→ **EXERCISE**: Copy every record below exactly as it appears.

→ **Stored dataset items**:
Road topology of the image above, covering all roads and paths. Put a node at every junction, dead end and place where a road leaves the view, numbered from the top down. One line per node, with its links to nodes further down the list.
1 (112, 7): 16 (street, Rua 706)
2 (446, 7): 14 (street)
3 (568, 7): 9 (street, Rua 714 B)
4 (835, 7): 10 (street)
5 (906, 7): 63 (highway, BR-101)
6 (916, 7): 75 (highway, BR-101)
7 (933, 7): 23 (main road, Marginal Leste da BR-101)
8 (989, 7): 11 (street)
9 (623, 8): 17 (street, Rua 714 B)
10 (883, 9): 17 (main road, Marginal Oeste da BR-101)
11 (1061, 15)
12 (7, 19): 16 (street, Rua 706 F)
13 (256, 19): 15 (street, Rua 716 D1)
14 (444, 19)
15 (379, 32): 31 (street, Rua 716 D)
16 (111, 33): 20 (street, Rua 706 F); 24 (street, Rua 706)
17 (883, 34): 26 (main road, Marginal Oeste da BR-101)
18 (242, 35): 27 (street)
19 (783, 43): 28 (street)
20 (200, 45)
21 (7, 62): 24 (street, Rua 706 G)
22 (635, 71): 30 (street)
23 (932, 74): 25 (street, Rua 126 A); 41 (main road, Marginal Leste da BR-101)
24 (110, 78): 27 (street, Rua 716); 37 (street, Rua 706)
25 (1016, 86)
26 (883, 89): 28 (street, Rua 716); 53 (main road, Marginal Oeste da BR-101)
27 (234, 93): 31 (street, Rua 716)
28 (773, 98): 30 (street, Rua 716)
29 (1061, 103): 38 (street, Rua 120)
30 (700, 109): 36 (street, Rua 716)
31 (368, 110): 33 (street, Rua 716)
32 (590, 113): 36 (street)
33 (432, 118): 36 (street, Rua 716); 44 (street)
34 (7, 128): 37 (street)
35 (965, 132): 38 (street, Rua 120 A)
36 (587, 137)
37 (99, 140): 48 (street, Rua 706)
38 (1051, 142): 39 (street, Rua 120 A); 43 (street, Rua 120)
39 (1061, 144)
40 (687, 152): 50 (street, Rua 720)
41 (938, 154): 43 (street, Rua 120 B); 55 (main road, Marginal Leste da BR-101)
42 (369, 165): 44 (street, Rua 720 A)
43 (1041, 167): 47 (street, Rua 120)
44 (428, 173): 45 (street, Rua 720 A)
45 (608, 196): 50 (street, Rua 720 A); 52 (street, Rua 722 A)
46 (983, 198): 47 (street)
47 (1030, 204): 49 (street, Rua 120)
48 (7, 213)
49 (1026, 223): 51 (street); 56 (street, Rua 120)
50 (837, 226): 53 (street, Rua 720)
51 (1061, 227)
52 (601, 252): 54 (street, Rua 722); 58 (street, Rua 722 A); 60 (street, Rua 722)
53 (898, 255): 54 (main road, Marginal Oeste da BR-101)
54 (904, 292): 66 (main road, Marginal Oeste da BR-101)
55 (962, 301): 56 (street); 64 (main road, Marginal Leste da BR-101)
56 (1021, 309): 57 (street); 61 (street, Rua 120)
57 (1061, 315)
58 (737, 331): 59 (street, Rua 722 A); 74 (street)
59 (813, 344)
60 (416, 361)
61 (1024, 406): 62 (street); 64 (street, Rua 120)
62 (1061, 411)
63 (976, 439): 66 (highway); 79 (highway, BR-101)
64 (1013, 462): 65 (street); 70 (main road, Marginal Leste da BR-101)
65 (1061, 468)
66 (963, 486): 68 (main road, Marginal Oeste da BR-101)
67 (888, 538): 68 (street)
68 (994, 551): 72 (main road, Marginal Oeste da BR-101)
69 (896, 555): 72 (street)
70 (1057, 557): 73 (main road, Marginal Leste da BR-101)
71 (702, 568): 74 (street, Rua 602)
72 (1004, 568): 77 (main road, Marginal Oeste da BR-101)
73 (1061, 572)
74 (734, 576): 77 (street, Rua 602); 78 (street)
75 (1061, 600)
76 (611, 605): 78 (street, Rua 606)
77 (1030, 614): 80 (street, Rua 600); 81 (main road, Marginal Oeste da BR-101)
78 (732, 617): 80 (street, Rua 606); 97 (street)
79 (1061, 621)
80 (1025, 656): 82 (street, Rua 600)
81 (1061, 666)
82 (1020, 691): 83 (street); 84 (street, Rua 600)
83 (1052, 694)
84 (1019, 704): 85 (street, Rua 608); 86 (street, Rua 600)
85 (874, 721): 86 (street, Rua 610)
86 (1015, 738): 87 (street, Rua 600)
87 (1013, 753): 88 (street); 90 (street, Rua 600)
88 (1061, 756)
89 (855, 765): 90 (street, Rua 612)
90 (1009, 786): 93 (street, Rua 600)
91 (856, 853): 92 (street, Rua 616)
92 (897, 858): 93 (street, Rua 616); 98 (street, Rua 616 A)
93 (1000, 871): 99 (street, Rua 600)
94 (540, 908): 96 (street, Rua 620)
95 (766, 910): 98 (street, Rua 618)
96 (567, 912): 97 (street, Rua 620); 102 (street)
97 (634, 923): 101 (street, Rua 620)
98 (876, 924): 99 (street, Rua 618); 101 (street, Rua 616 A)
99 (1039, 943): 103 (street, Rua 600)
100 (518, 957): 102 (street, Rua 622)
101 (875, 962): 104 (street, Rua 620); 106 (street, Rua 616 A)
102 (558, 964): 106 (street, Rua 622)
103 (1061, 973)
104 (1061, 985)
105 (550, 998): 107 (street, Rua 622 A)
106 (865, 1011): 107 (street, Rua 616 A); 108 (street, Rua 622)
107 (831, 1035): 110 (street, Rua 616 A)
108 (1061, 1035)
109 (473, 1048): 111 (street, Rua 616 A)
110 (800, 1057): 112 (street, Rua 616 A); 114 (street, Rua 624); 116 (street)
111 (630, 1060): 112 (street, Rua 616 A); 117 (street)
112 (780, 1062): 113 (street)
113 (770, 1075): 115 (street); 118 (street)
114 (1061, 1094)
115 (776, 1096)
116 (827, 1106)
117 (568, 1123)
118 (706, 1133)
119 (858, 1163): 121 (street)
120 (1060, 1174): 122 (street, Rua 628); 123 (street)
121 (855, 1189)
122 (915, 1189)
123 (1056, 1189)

→ **EXERCISE OUTPUT**:
Road topology of the image above, covering all roads and paths. Put a node at every junction, dead end and place where a road leaves the view, numbered from the top down. One line per node, with its links to nodes further down the list.
1 (112, 7): 16 (street, Rua 706)
2 (446, 7): 14 (street)
3 (568, 7): 9 (street, Rua 714 B)
4 (835, 7): 10 (street)
5 (906, 7): 63 (highway, BR-101)
6 (916, 7): 75 (highway, BR-101)
7 (933, 7): 23 (main road, Marginal Leste da BR-101)
8 (989, 7): 11 (street)
9 (623, 8): 17 (street, Rua 714 B)
10 (883, 9): 17 (main road, Marginal Oeste da BR-101)
11 (1061, 15)
12 (7, 19): 16 (street, Rua 706 F)
13 (256, 19): 15 (street, Rua 716 D1)
14 (444, 19)
15 (379, 32): 31 (street, Rua 716 D)
16 (111, 33): 20 (street, Rua 706 F); 24 (street, Rua 706)
17 (883, 34): 26 (main road, Marginal Oeste da BR-101)
18 (242, 35): 27 (street)
19 (783, 43): 28 (street)
20 (200, 45)
21 (7, 62): 24 (street, Rua 706 G)
22 (635, 71): 30 (street)
23 (932, 74): 25 (street, Rua 126 A); 41 (main road, Marginal Leste da BR-101)
24 (110, 78): 27 (street, Rua 716); 37 (street, Rua 706)
25 (1016, 86)
26 (883, 89): 28 (street, Rua 716); 53 (main road, Marginal Oeste da BR-101)
27 (234, 93): 31 (street, Rua 716)
28 (773, 98): 30 (street, Rua 716)
29 (1061, 103): 38 (street, Rua 120)
30 (700, 109): 36 (street, Rua 716)
31 (368, 110): 33 (street, Rua 716)
32 (590, 113): 36 (street)
33 (432, 118): 36 (street, Rua 716); 44 (street)
34 (7, 128): 37 (street)
35 (965, 132): 38 (street, Rua 120 A)
36 (587, 137)
37 (99, 140): 48 (street, Rua 706)
38 (1051, 142): 39 (street, Rua 120 A); 43 (street, Rua 120)
39 (1061, 144)
40 (687, 152): 50 (street, Rua 720)
41 (938, 154): 43 (street, Rua 120 B); 55 (main road, Marginal Leste da BR-101)
42 (369, 165): 44 (street, Rua 720 A)
43 (1041, 167): 47 (street, Rua 120)
44 (428, 173): 45 (street, Rua 720 A)
45 (608, 196): 50 (street, Rua 720 A); 52 (street, Rua 722 A)
46 (983, 198): 47 (street)
47 (1030, 204): 49 (street, Rua 120)
48 (7, 213)
49 (1026, 223): 51 (street); 56 (street, Rua 120)
50 (837, 226): 53 (street, Rua 720)
51 (1061, 227)
52 (601, 252): 54 (street, Rua 722); 58 (street, Rua 722 A); 60 (street, Rua 722)
53 (898, 255): 54 (main road, Marginal Oeste da BR-101)
54 (904, 292): 66 (main road, Marginal Oeste da BR-101)
55 (962, 301): 56 (street); 64 (main road, Marginal Leste da BR-101)
56 (1021, 309): 57 (street); 61 (street, Rua 120)
57 (1061, 315)
58 (737, 331): 59 (street, Rua 722 A); 74 (street)
59 (813, 344)
60 (416, 361)
61 (1024, 406): 62 (street); 64 (street, Rua 120)
62 (1061, 411)
63 (976, 439): 66 (highway); 79 (highway, BR-101)
64 (1013, 462): 65 (street); 70 (main road, Marginal Leste da BR-101)
65 (1061, 468)
66 (963, 486): 68 (main road, Marginal Oeste da BR-101)
67 (888, 538): 68 (street)
68 (994, 551): 72 (main road, Marginal Oeste da BR-101)
69 (896, 555): 72 (street)
70 (1057, 557): 73 (main road, Marginal Leste da BR-101)
71 (702, 568): 74 (street, Rua 602)
72 (1004, 568): 77 (main road, Marginal Oeste da BR-101)
73 (1061, 572)
74 (734, 576): 77 (street, Rua 602); 78 (street)
75 (1061, 600)
76 (611, 605): 78 (street, Rua 606)
77 (1030, 614): 80 (street, Rua 600); 81 (main road, Marginal Oeste da BR-101)
78 (732, 617): 80 (street, Rua 606); 97 (street)
79 (1061, 621)
80 (1025, 656): 82 (street, Rua 600)
81 (1061, 666)
82 (1020, 691): 83 (street); 84 (street, Rua 600)
83 (1052, 694)
84 (1019, 704): 85 (street, Rua 608); 86 (street, Rua 600)
85 (874, 721): 86 (street, Rua 610)
86 (1015, 738): 87 (street, Rua 600)
87 (1013, 753): 88 (street); 90 (street, Rua 600)
88 (1061, 756)
89 (855, 765): 90 (street, Rua 612)
90 (1009, 786): 93 (street, Rua 600)
91 (856, 853): 92 (street, Rua 616)
92 (897, 858): 93 (street, Rua 616); 98 (street, Rua 616 A)
93 (1000, 871): 99 (street, Rua 600)
94 (540, 908): 96 (street, Rua 620)
95 (766, 910): 98 (street, Rua 618)
96 (567, 912): 97 (street, Rua 620); 102 (street)
97 (634, 923): 101 (street, Rua 620)
98 (876, 924): 99 (street, Rua 618); 101 (street, Rua 616 A)
99 (1039, 943): 103 (street, Rua 600)
100 (518, 957): 102 (street, Rua 622)
101 (875, 962): 104 (street, Rua 620); 106 (street, Rua 616 A)
102 (558, 964): 106 (street, Rua 622)
103 (1061, 973)
104 (1061, 985)
105 (550, 998): 107 (street, Rua 622 A)
106 (865, 1011): 107 (street, Rua 616 A); 108 (street, Rua 622)
107 (831, 1035): 110 (street, Rua 616 A)
108 (1061, 1035)
109 (473, 1048): 111 (street, Rua 616 A)
110 (800, 1057): 112 (street, Rua 616 A); 114 (street, Rua 624); 116 (street)
111 (630, 1060): 112 (street, Rua 616 A); 117 (street)
112 (780, 1062): 113 (street)
113 (770, 1075): 115 (street); 118 (street)
114 (1061, 1094)
115 (776, 1096)
116 (827, 1106)
117 (568, 1123)
118 (706, 1133)
119 (858, 1163): 121 (street)
120 (1060, 1174): 122 (street, Rua 628); 123 (street)
121 (855, 1189)
122 (915, 1189)
123 (1056, 1189)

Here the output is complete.